I couldn’t believe it, my brother called today and said, “Hey, I hear Leon Liebl isn’t on TV in Kansas City anymore.”

I about spit my drink out because, the once up on everything Anita Cochran, hadn’t heard that he’d been part of cutbacks at KSHB in Kansas City.   For those of you who say, hummmm, that Leon Liebl name sounds familiar.  That’s because for five of the years you watched me on KSN-TV doing the weekend news, Leon was sitting beside me reading sports, sometimes throwing pens, and always making me laugh.  Love the guy, like the little brother I never wanted.

I love to tell the story of sitting in Hays, Kansas working my tail off as a cub reporter, anchor, producer, the list goes on and on and on.  Somedays working 12 hour days with all that heavy equipment, thinking this is insane!!  The only thing that kept me going was at least I wasn’t Leon Liebl, doing the same sad thing in Garden City.  Then I’d chuckle.

The funny thing is when KSN finally called to bring me home, they didn’t really mean Wichita.  They wanted me to move to GARDEN CITY so LEON LIEBL could move to Wichita.  I took the gig and fell in love with southwest Kansas, and Leon Liebl.  I still consider it home, but then again, all of Kansas fells like my home.

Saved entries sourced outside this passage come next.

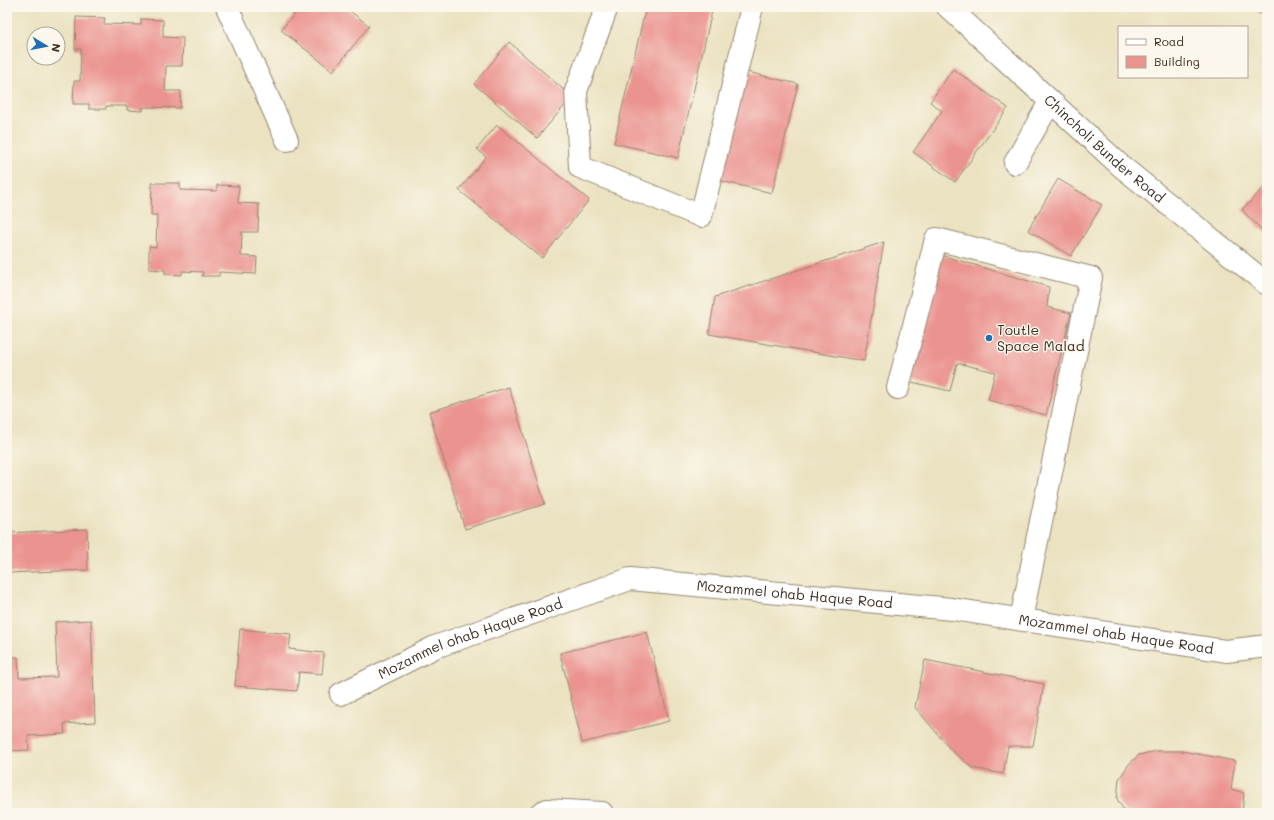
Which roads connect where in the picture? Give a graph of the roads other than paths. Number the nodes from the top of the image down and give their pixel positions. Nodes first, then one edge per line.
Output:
1 (227, 7) edge
2 (607, 7) edge
3 (752, 7) edge
4 (948, 7) edge
5 (1050, 102) junction
6 (287, 140) dead end
7 (1015, 163) dead end
8 (1267, 284) edge
9 (898, 388) dead end
10 (1021, 620) junction
11 (1267, 646) edge
12 (341, 694) dead end
13 (541, 813) edge
14 (602, 813) edge

1 - 6 street
2 - 3 street
4 - 5 street, Chincholi Bunder Road
5 - 7 street
5 - 8 street, Chincholi Bunder Road
9 - 10 street
10 - 11 street, Mozammel ohab Haque Road
10 - 12 street, Mozammel ohab Haque Road
13 - 14 street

Eventually I replaced Leon as anchor of the morning show, before we finally were paired together on weekends.   We have much in common, and Leon I keep the letter you wrote me when Mom died.  I always will.

So anyway, this is just to say, Leon I’m looking for you, and heard you’re taking some time to decide your next move, Congratulations.   May your new life, be every bit as spectacular as mine, and should we need to, I will be more than happy to work beside you once again.  I’m Anita Cochran, and that’s what I really wanted to say.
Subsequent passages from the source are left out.